There has never been one defining element that makes someone a good singer. Although there’s no disputing that the Whitney Houstons and Mariah Careys of the world have gotten their chops down to a science, how do you measure the talent of a singer like Bob Dylan, someone who lives and breathes his music while also sounding like sandpaper half the time? Many artists tend to rely on the character in their voice, but Kirk Hammett thought that nothing beat the raw power of Joe Strummer.

In the world of metal, though, it tends to be about vocal acrobatics half the time. There may have been some odd voices that have come and gone in the genre, like Chino Moreno of Deftones or even Tom Araya, but when you ask someone to think of a metal vocalist, they typically go to someone like Ozzy Osbourne as the model for hard rock singers.

When the genre started, the whole point was for vocalists to make something dirtier than what they had been used to. Everyone knew what the nice vocalists of the world sounded like, but no one had heard the kind of music that was practically designed to scare you the minute you put the record on.

Once metal started getting to be one of the biggest genres in the world, though, singers started to become a lot more passe. Sure, it might have been cool that David Coverdale could sing his guts out in Deep Purple and later in Whitesnake, but that was so far removed from what was happening on the street. The punk explosion was on the rise now, and Strummer was the one with something to say.

Unlike John Lydon, who seemed to want to cause as much destruction as possible in as short a timeframe as possible, Strummer cared about what happened after everything came tumbling down. Approaching politics with the same passion as John Lennon or Bob Dylan, it’s easy to hear every emotion spilling out of Strummer in half of The Clash’s songs, as if he’s trying to shake you out of submission through the speakers.

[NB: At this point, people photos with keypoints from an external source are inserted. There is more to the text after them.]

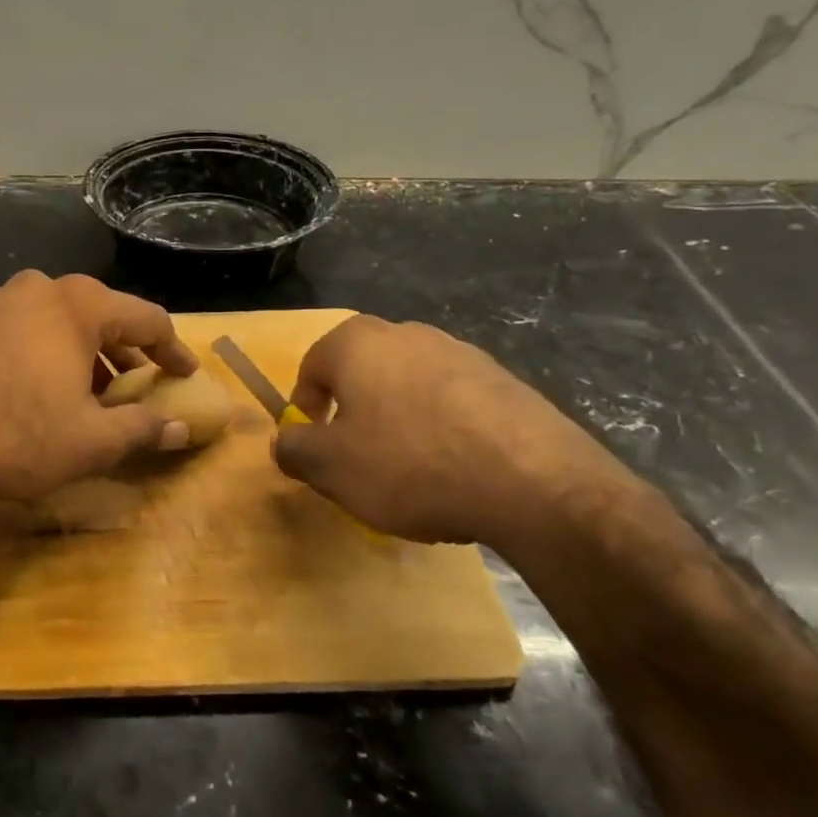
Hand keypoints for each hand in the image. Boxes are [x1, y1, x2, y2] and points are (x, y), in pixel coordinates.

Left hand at [0, 271, 198, 504]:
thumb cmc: (16, 435)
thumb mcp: (91, 442)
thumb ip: (143, 429)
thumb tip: (182, 428)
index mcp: (77, 305)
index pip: (146, 319)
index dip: (173, 350)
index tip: (187, 375)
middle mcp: (38, 290)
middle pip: (101, 315)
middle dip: (127, 352)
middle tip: (143, 386)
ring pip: (59, 322)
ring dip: (86, 354)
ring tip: (95, 394)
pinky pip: (24, 330)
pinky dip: (48, 354)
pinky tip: (43, 391)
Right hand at [272, 315, 640, 548]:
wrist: (533, 482)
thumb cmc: (410, 464)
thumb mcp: (331, 468)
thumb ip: (293, 449)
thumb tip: (284, 441)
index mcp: (357, 343)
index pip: (311, 369)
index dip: (305, 410)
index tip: (315, 448)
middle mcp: (406, 334)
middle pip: (361, 374)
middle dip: (353, 416)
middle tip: (358, 462)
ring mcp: (460, 352)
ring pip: (408, 388)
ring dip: (399, 423)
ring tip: (411, 474)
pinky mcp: (504, 380)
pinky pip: (453, 404)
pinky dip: (443, 431)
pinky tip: (456, 473)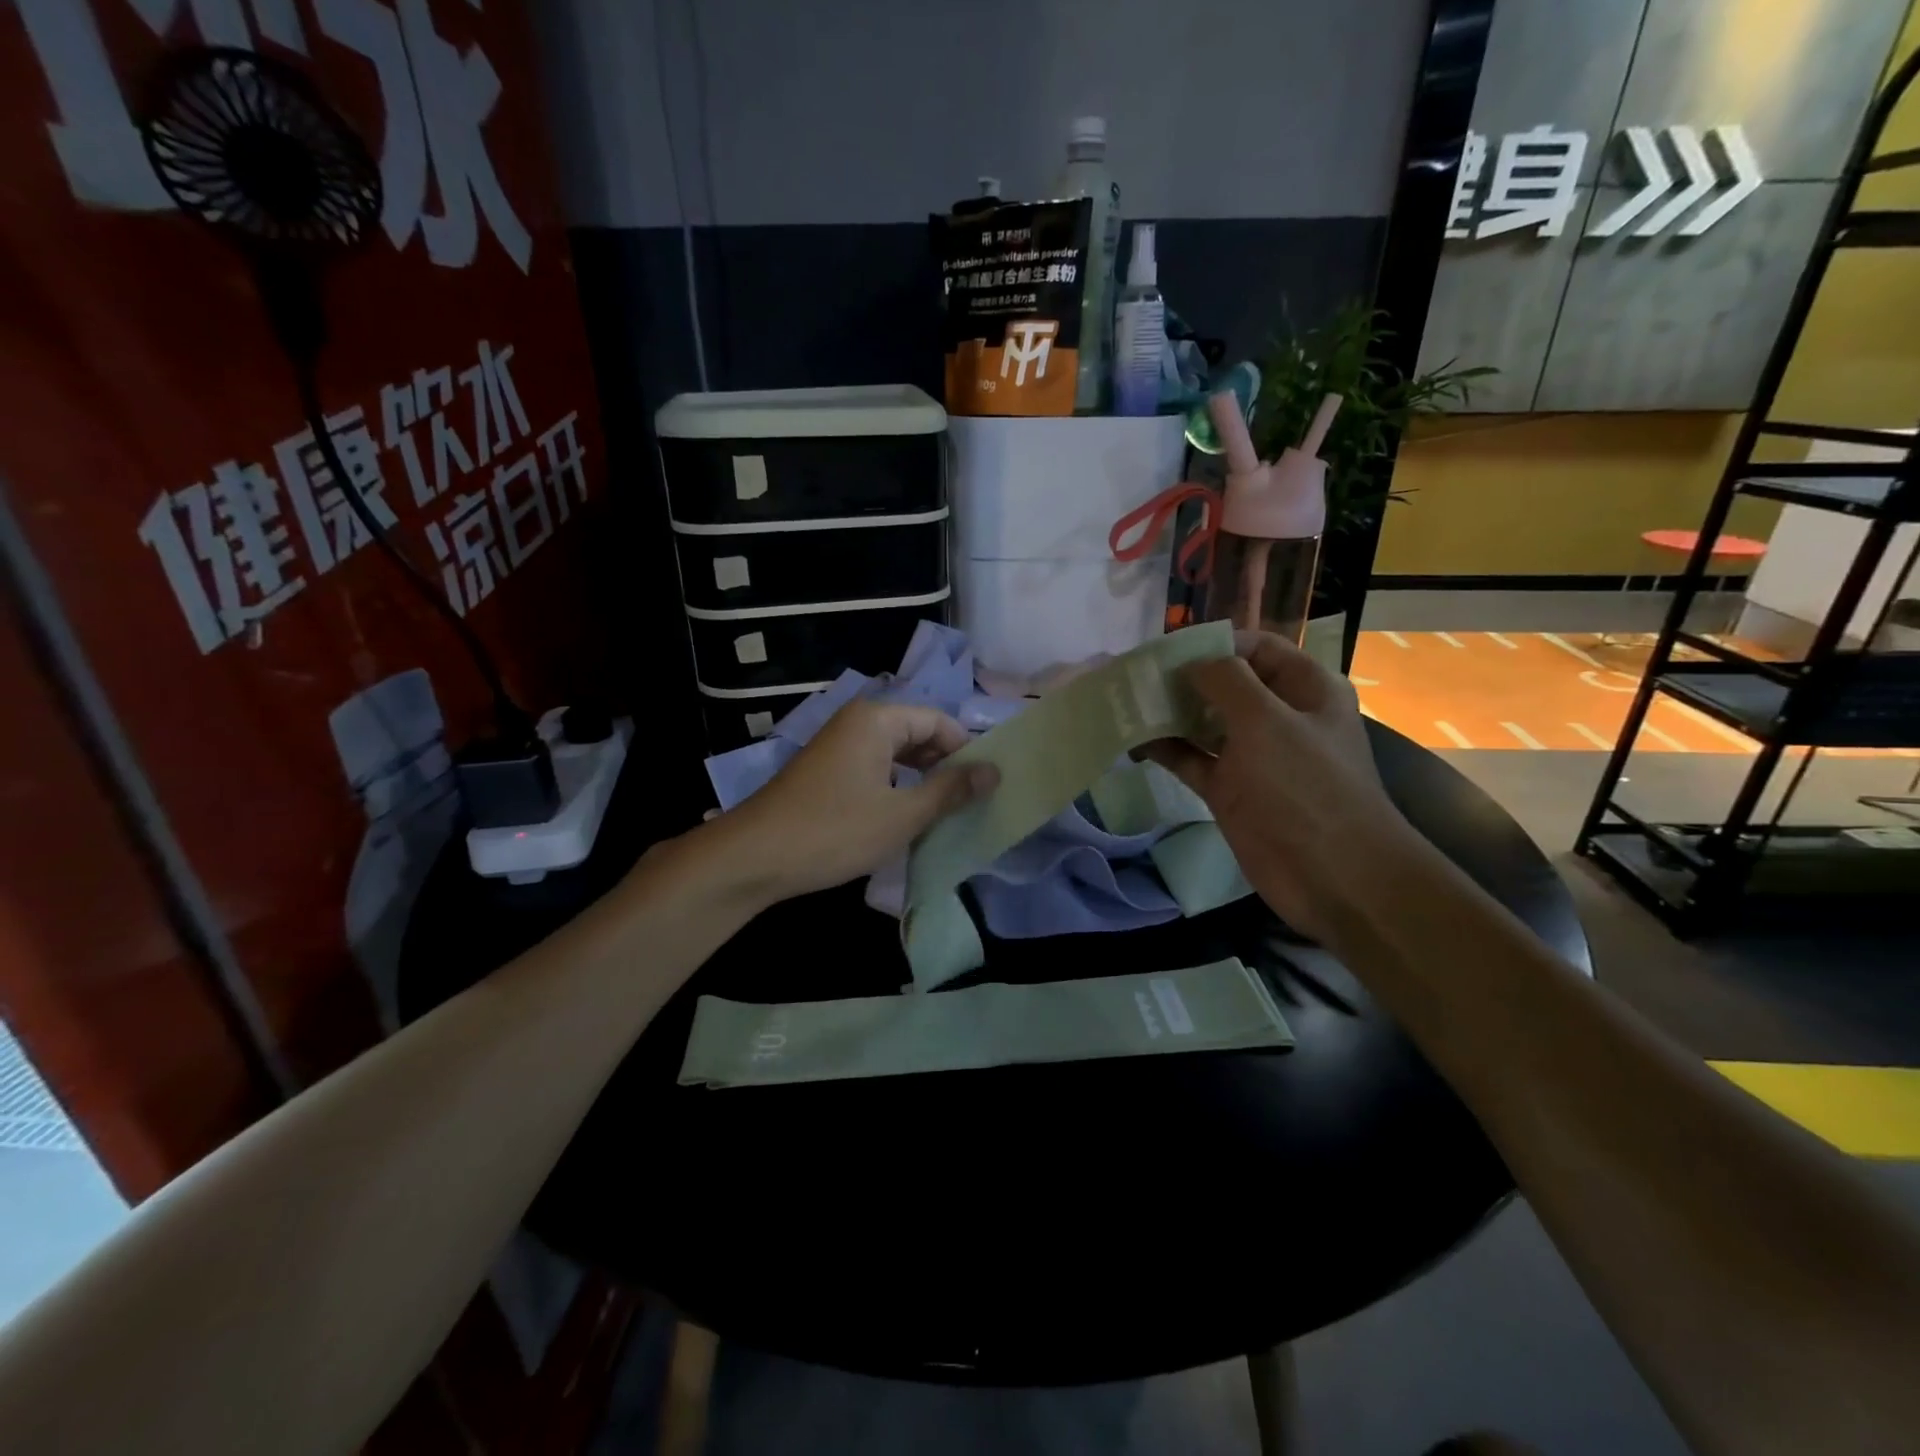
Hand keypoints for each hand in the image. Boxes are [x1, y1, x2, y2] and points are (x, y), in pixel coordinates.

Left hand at [715, 700, 998, 903]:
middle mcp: (857, 722)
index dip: (967, 750)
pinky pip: (874, 767)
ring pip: (896, 753)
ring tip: (942, 813)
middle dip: (944, 765)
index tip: (985, 786)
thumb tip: (994, 771)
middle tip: (968, 803)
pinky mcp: (826, 770)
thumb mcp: (902, 814)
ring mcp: (838, 745)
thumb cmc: (835, 831)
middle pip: (917, 733)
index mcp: (877, 719)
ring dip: (920, 779)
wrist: (754, 857)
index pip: (939, 721)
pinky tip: (903, 816)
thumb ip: (951, 790)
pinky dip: (895, 787)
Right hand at [1145, 631, 1418, 943]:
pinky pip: (1194, 759)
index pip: (1257, 648)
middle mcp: (1279, 716)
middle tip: (1135, 676)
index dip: (1214, 643)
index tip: (1166, 650)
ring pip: (1205, 722)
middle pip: (1226, 684)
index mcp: (1305, 689)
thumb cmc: (1305, 787)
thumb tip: (1189, 663)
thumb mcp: (1266, 720)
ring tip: (1127, 705)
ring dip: (1170, 713)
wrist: (1333, 876)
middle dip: (1183, 678)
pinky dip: (1167, 749)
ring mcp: (1254, 756)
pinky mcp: (1231, 790)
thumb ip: (1225, 680)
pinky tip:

Even though Metallica were known for being a band that relied on brute force behind the microphone, Hammett still said that no one surpassed Strummer, telling PopTalk, “Joe Strummer had the best voice in the world. He could sing anything and make it great. He could sing so hellaciously out of key, and you just love it.”

From where Strummer stood, it wasn’t always about being in tune. There are tons of blemishes on The Clash’s records where he doesn’t exactly hit the right pitch, or it comes out sideways, but the energy of the take probably could never be replicated.

Compared to other artists who cared about their intonation and whether or not they could actually stay in tune from one bar to the next, Strummer used the song format as a way to get in touch with whatever problems were affecting the world. It may not have been the easiest thing to replicate, but by Strummer’s own standards, if there wasn’t any hardship to write a track, it wasn’t worth doing.